**WORK REQUIRED:** Copy out each line containing "main" from the entries below.

**THE RECORDS:**

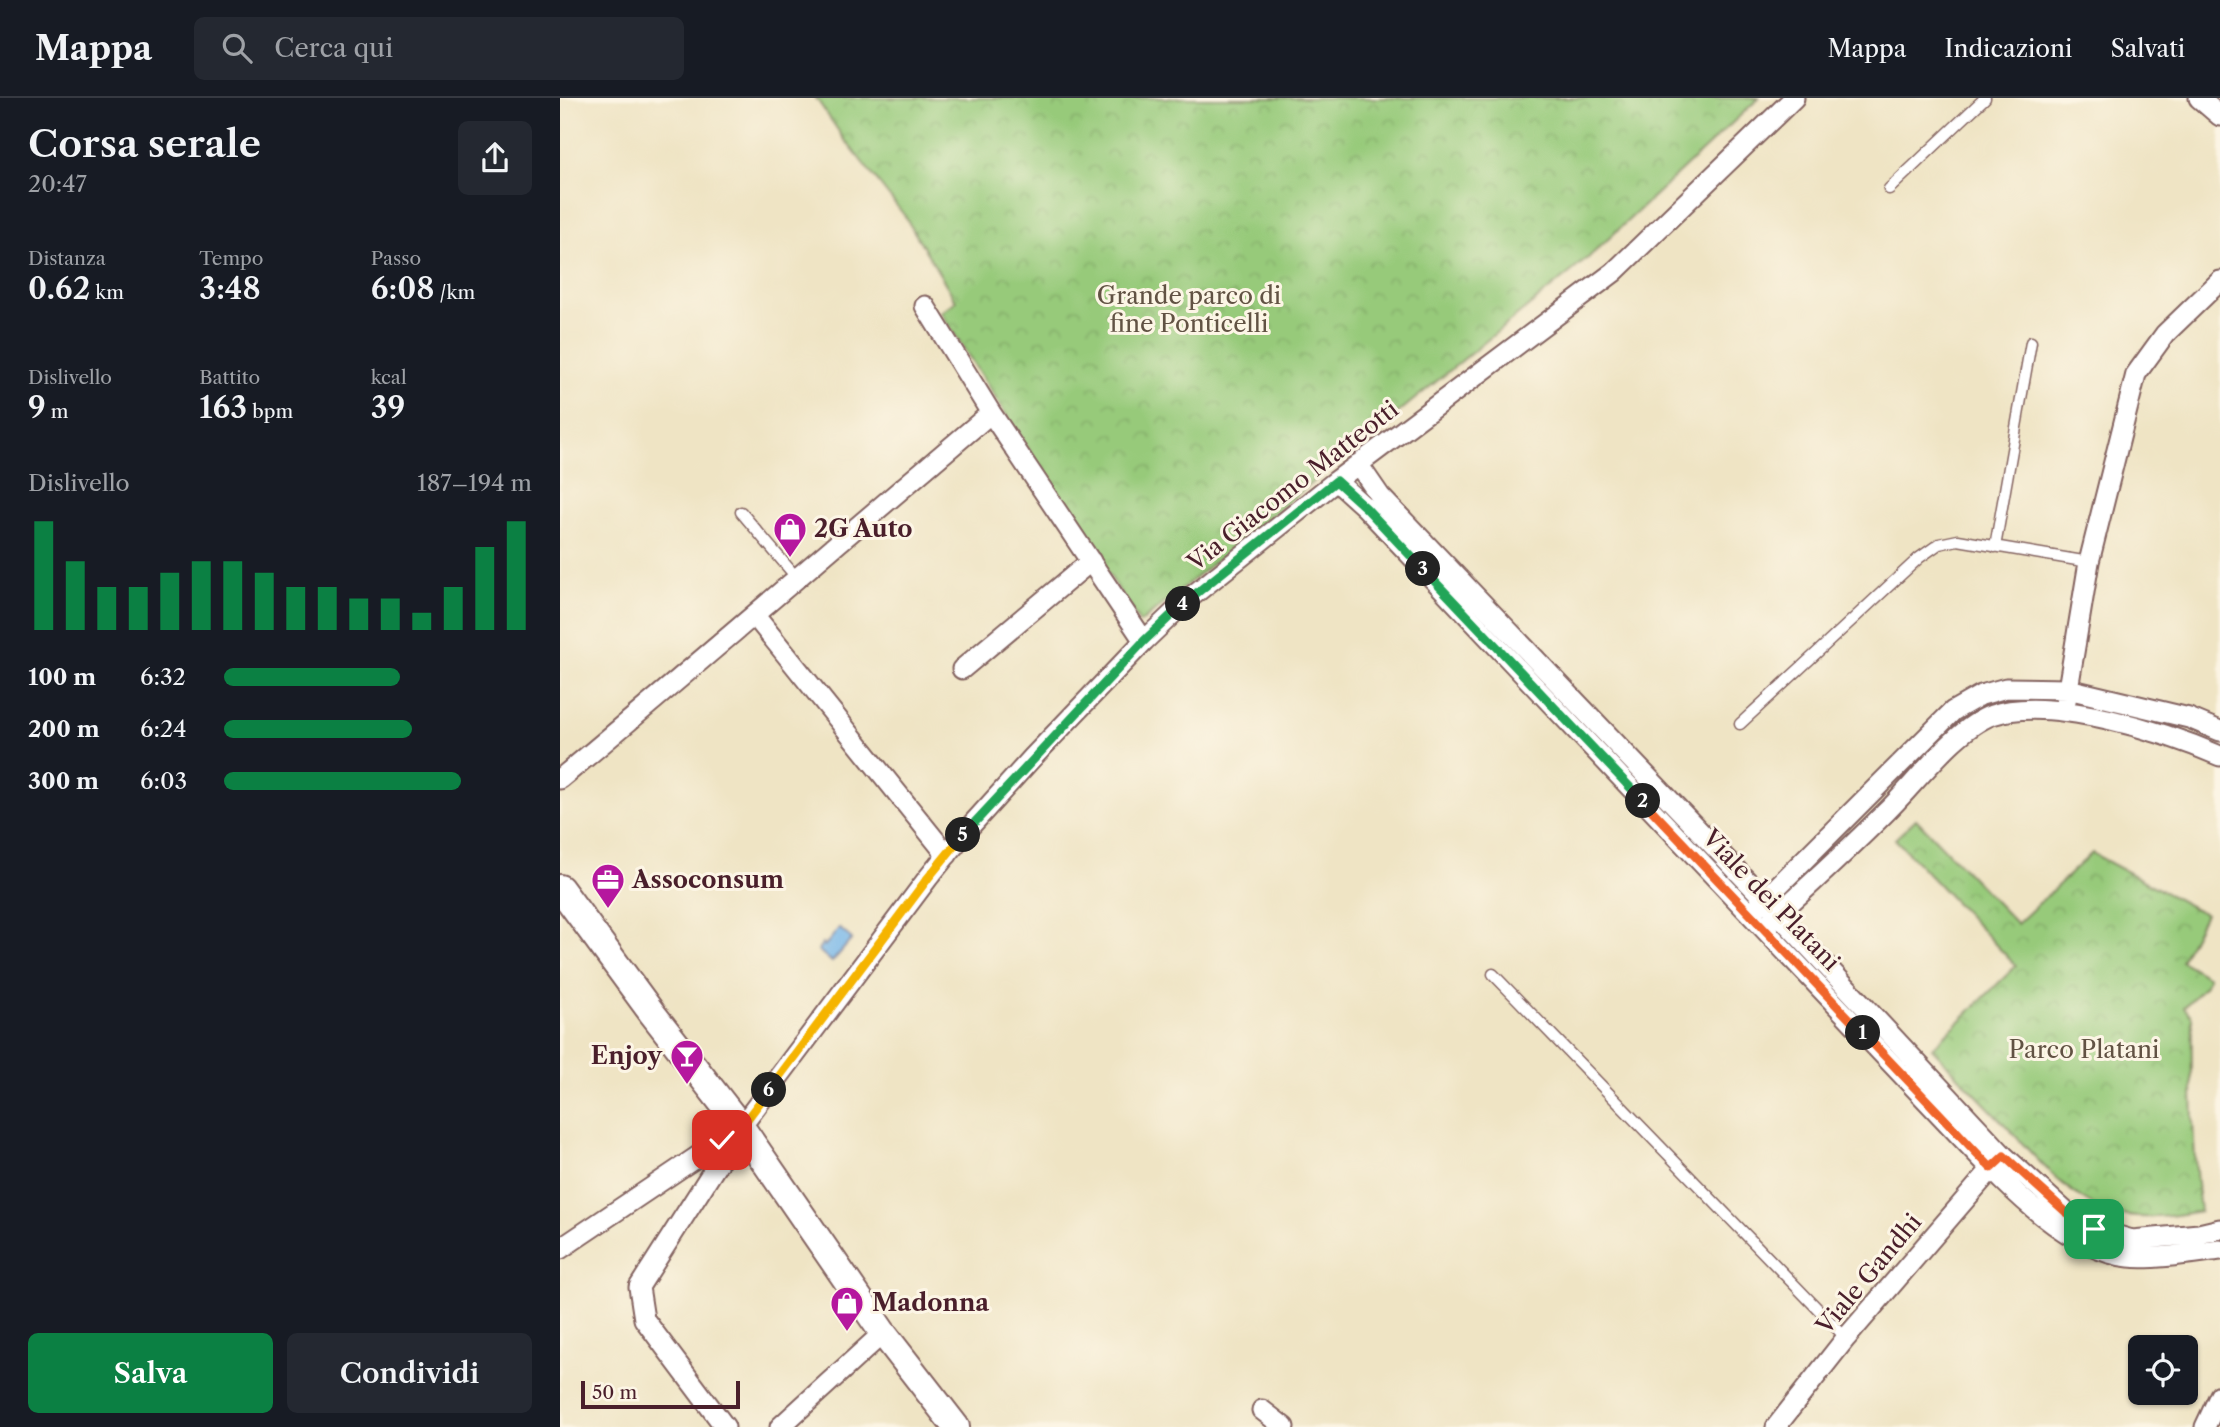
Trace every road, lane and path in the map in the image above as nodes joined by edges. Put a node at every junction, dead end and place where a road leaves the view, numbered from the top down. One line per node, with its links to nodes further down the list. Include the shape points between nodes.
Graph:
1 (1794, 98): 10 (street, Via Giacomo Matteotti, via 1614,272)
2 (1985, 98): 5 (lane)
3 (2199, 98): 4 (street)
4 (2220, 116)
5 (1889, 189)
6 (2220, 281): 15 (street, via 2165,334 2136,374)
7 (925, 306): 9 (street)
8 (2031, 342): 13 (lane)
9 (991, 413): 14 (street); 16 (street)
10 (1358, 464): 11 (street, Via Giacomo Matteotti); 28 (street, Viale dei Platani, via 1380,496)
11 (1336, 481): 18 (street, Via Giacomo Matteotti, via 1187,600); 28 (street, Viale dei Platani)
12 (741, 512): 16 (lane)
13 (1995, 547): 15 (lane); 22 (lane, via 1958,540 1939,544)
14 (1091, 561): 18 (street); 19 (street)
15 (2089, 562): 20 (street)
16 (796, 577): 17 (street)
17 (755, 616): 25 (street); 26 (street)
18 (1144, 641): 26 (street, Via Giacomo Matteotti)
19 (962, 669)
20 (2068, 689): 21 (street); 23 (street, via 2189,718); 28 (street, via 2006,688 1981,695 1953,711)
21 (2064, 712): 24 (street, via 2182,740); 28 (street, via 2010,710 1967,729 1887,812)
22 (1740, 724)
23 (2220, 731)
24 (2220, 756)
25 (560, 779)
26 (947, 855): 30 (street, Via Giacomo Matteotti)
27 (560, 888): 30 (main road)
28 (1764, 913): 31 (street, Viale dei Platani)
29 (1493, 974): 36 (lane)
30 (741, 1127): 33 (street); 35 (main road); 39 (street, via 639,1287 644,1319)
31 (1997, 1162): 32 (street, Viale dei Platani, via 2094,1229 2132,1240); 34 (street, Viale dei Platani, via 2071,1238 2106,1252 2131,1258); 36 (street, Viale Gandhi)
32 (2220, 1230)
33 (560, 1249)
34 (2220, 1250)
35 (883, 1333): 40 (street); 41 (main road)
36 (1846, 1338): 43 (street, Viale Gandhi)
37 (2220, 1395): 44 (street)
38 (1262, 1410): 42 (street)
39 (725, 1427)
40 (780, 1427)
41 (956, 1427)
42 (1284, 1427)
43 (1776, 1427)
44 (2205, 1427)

**RESPONSE AREA:**
27 (560, 888): 30 (main road)
30 (741, 1127): 33 (street); 35 (main road); 39 (street, via 639,1287 644,1319)
35 (883, 1333): 40 (street); 41 (main road)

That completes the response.